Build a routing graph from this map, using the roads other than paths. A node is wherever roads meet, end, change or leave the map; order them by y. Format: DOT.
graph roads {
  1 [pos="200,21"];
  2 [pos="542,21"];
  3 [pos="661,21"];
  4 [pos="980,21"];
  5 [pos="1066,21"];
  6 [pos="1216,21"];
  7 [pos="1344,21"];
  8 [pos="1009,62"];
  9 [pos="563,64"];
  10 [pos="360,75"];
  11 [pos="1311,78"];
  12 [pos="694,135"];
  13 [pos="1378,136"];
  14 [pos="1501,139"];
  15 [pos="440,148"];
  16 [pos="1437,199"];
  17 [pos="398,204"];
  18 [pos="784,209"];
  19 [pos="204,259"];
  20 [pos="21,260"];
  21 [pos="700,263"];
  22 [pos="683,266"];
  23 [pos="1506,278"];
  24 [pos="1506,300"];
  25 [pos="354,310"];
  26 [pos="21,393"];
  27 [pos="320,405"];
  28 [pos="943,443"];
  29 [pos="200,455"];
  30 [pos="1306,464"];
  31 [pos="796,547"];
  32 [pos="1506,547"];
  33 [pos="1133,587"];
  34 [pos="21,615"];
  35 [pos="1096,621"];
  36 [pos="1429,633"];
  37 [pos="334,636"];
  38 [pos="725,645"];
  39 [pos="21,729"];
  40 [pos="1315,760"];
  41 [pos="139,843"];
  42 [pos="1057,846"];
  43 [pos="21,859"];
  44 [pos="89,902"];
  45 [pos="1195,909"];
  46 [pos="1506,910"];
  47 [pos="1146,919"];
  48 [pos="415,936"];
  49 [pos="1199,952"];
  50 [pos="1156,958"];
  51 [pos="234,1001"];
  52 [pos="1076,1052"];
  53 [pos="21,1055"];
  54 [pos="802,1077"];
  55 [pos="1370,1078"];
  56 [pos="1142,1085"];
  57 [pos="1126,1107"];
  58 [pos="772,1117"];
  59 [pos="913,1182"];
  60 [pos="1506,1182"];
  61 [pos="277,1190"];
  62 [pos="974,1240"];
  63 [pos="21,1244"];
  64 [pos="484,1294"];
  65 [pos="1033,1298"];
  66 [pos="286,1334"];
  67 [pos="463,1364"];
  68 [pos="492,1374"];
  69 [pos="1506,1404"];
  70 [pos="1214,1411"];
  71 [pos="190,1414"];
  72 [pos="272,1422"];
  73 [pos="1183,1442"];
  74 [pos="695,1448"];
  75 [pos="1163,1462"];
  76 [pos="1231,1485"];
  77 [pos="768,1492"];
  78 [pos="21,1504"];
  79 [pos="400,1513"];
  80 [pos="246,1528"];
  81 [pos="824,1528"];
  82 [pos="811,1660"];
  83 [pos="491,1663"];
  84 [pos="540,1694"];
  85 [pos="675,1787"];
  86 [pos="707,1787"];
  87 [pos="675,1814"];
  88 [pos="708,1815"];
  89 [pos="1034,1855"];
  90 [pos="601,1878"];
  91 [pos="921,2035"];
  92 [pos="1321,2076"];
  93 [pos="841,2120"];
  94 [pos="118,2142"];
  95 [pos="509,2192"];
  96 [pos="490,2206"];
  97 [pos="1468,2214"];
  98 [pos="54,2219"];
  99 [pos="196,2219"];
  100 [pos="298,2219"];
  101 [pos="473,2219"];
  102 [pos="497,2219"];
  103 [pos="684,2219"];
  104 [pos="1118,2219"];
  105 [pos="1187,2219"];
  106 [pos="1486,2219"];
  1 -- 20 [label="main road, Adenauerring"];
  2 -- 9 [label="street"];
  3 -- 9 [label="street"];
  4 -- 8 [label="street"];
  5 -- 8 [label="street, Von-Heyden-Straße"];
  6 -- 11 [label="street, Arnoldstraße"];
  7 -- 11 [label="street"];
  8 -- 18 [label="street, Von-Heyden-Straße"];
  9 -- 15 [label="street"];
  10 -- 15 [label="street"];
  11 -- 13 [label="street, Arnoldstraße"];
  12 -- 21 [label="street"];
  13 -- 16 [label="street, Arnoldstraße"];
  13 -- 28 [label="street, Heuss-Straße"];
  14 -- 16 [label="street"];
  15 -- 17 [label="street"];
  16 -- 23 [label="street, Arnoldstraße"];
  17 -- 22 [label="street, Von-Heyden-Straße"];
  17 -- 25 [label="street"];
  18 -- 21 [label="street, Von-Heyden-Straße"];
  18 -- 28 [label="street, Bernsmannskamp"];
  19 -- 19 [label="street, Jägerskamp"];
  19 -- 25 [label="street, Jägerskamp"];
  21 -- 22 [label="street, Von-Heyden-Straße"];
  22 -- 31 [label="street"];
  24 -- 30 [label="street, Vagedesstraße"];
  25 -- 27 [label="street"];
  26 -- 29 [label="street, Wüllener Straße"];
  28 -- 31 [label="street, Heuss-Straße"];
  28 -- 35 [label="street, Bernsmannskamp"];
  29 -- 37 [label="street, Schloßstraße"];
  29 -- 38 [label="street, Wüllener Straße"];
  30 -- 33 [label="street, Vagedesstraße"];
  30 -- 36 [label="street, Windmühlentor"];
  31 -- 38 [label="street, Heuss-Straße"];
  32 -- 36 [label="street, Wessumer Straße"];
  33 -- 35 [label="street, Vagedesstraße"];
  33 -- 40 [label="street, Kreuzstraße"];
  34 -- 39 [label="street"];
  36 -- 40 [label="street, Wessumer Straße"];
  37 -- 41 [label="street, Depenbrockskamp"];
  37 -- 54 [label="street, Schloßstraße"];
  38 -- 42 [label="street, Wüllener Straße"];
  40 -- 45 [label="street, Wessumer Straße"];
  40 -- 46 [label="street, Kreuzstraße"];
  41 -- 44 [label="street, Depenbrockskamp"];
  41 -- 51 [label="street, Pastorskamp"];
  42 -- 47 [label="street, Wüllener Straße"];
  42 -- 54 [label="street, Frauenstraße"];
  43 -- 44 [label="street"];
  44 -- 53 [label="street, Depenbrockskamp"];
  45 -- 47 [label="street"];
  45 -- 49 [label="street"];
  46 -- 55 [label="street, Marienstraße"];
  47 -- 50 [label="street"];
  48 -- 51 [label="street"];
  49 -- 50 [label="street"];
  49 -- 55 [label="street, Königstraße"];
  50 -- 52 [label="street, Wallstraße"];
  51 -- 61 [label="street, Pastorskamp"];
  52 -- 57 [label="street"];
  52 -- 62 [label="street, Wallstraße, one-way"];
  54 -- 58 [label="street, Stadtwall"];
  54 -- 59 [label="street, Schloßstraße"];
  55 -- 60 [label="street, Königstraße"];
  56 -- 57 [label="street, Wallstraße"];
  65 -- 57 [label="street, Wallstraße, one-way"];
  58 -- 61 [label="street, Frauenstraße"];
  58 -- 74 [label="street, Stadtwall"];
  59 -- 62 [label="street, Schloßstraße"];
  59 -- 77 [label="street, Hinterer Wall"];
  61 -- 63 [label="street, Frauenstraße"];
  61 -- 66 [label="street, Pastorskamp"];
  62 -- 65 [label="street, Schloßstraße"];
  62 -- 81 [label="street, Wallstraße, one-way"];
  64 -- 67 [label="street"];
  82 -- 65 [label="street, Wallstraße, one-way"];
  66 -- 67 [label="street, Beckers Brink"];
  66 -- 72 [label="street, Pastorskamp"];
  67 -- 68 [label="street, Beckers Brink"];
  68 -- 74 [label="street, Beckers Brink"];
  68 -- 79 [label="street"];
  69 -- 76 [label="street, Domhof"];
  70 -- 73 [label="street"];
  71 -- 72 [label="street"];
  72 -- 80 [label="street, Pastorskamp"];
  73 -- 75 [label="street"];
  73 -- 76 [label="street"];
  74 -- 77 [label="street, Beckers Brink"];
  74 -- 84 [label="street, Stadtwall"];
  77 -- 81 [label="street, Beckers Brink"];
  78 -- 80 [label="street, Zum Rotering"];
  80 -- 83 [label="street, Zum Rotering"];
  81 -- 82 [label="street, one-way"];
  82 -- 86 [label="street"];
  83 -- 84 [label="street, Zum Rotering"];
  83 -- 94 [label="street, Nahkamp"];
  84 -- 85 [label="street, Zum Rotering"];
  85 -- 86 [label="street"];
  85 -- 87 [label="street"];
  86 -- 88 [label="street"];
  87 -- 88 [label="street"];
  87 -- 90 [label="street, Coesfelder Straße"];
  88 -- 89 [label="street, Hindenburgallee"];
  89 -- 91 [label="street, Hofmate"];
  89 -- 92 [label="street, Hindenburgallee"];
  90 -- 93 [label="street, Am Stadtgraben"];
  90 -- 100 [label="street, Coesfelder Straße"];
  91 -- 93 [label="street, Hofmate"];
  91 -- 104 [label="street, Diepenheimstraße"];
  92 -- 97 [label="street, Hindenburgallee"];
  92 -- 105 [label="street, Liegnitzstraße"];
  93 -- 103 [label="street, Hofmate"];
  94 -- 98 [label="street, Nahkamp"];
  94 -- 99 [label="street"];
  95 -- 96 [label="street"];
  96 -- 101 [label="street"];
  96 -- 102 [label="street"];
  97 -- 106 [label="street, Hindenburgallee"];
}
────────────────────────────────────────
What you will do:
Your task is to copy each line of the material that contains the word "Beckers".

Worked solution:
  66 -- 67 [label="street, Beckers Brink"];
  67 -- 68 [label="street, Beckers Brink"];
  68 -- 74 [label="street, Beckers Brink"];
  74 -- 77 [label="street, Beckers Brink"];
  77 -- 81 [label="street, Beckers Brink"];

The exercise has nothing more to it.